There are other reasons to believe this. Here's a figure from the IPCC report, which I'll explain below:
What it's saying is that a bunch of reconstructions have been made based on data ranging from sunspots to radioactive isotopes produced by cosmic rays. All of the reconstructions have shown the total amount of solar radiation that reaches the sunlit side of the Earth (the solar constant or Total Solar Irradiance (TSI)) has varied by about 1.8 W/m^2 between the Maunder minimum and the largest recorded activity maximum around 1950.
There’s a wrinkle I’ll explain here. This ~1361 W/m^2 gets spread over the Earth's surface, including the dark half, and not as much reaches the poles as the equator; the effect is that the average over the whole surface of the Earth is ¼ of the amount at the equator on the sunlit side (which is what the TSI really is). Then 29% reflects back to space. So the amount of energy actually absorbed is 1361*0.71/4 = 242 W/m^2, and the variation since the Little Ice Age is 1.8*0.71/4 = 0.32 W/m^2. That’s from the modern maximum to the Maunder Minimum; at the moment we’re in between the two, so if we suddenly lost 0.32 W/m^2 we would be getting even less energy than during the Little Ice Age.

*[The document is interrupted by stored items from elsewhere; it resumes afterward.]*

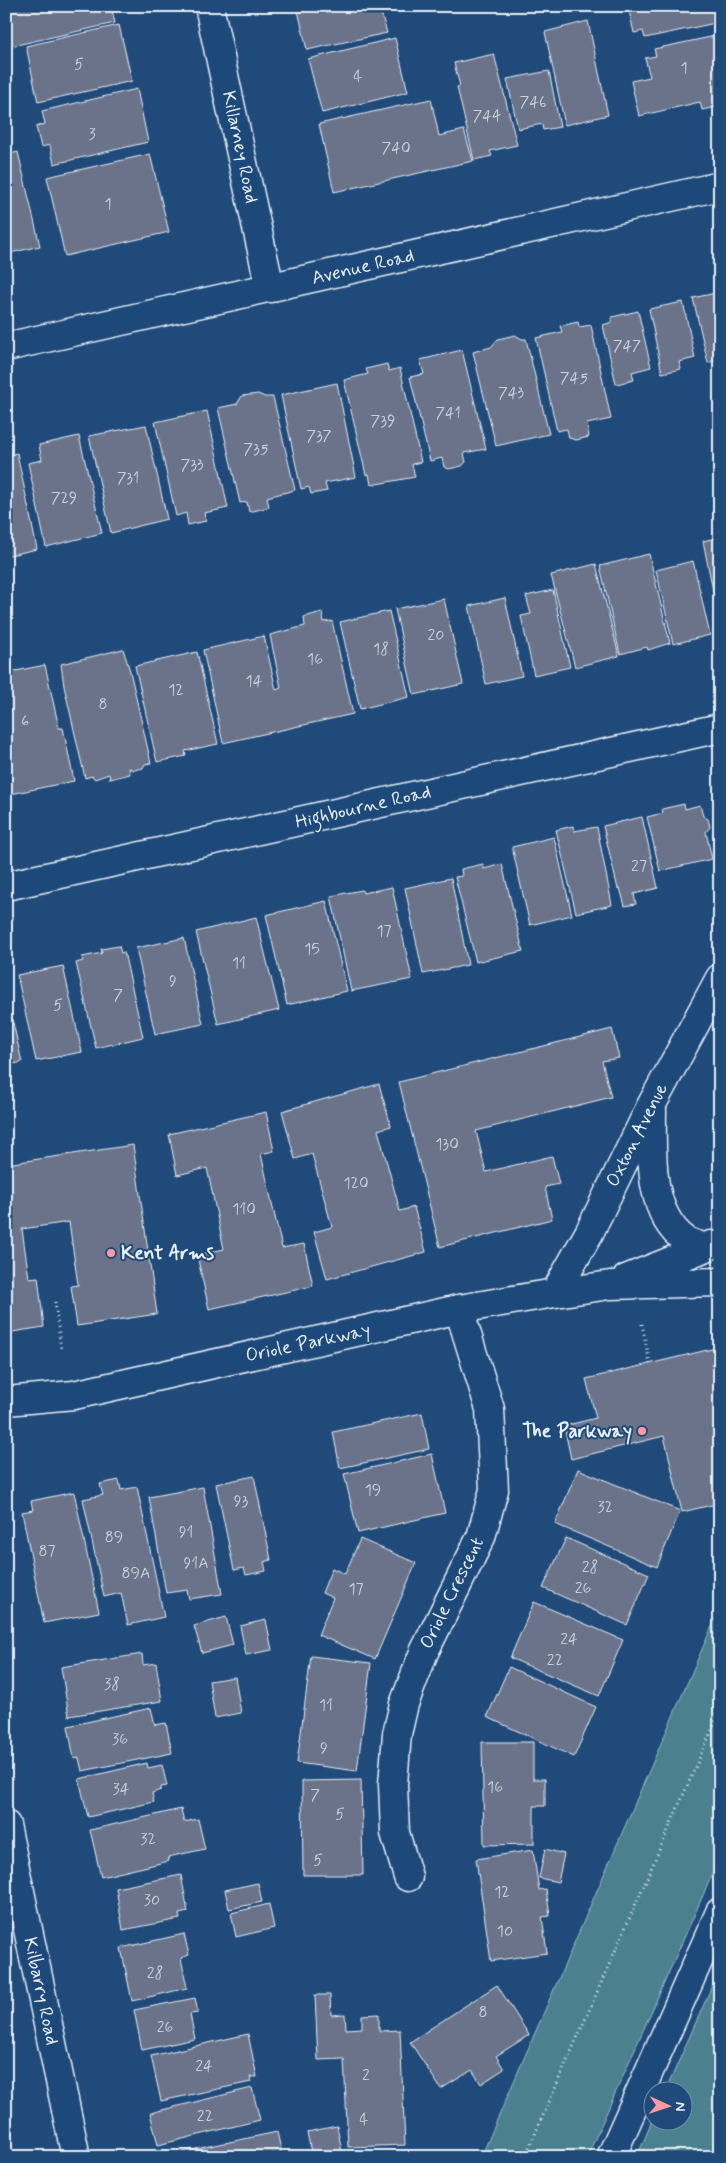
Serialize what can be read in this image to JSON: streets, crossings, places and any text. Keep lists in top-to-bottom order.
{
  "streets": {
    "street": [
      "Killarney Road",
      "Avenue Road",
      "Highbourne Road",
      "Oxton Avenue",
      "Oriole Parkway",
      "Oriole Crescent",
      "Kilbarry Road"
    ]
  },
  "crossings": [
    ["Killarney Road", "Avenue Road"],
    ["Oxton Avenue", "Oriole Parkway"],
    ["Oriole Parkway", "Oriole Crescent"]
  ],
  "places": ["Kent Arms", "The Parkway"],
  "house_numbers": [
    "5",
    "1",
    "4",
    "746",
    "744",
    "3",
    "740",
    "1",
    "747",
    "745",
    "743",
    "741",
    "739",
    "737",
    "735",
    "733",
    "731",
    "729",
    "20",
    "18",
    "16",
    "14",
    "12",
    "8",
    "6",
    "27",
    "17",
    "15",
    "11",
    "9",
    "7",
    "5",
    "130",
    "120",
    "110",
    "19",
    "93",
    "32",
    "91",
    "89",
    "87",
    "91A",
    "28",
    "89A",
    "26",
    "17",
    "24",
    "22",
    "38",
    "11",
    "36",
    "9",
    "16",
    "34",
    "7",
    "5",
    "32",
    "5",
    "12",
    "30",
    "10",
    "28",
    "8",
    "26",
    "24",
    "2",
    "22",
    "4"
  ],
  "north": "right"
}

The amount of extra heat trapped by the amount of CO2 we have emitted so far is known fairly well; the IPCC estimates it as 1.68 W/m^2, with a range of 1.33 to 2.03. That’s not based on any projections; it’s true at the present time. As you can see, this dwarfs the 0.32 W/m^2 reduction we could expect if the sun suddenly shifted to a grand minimum of solar activity worse than in the Little Ice Age. Even if your prediction that we’re about to enter a severe solar minimum comes true, we’re still going to warm, just a little bit more slowly.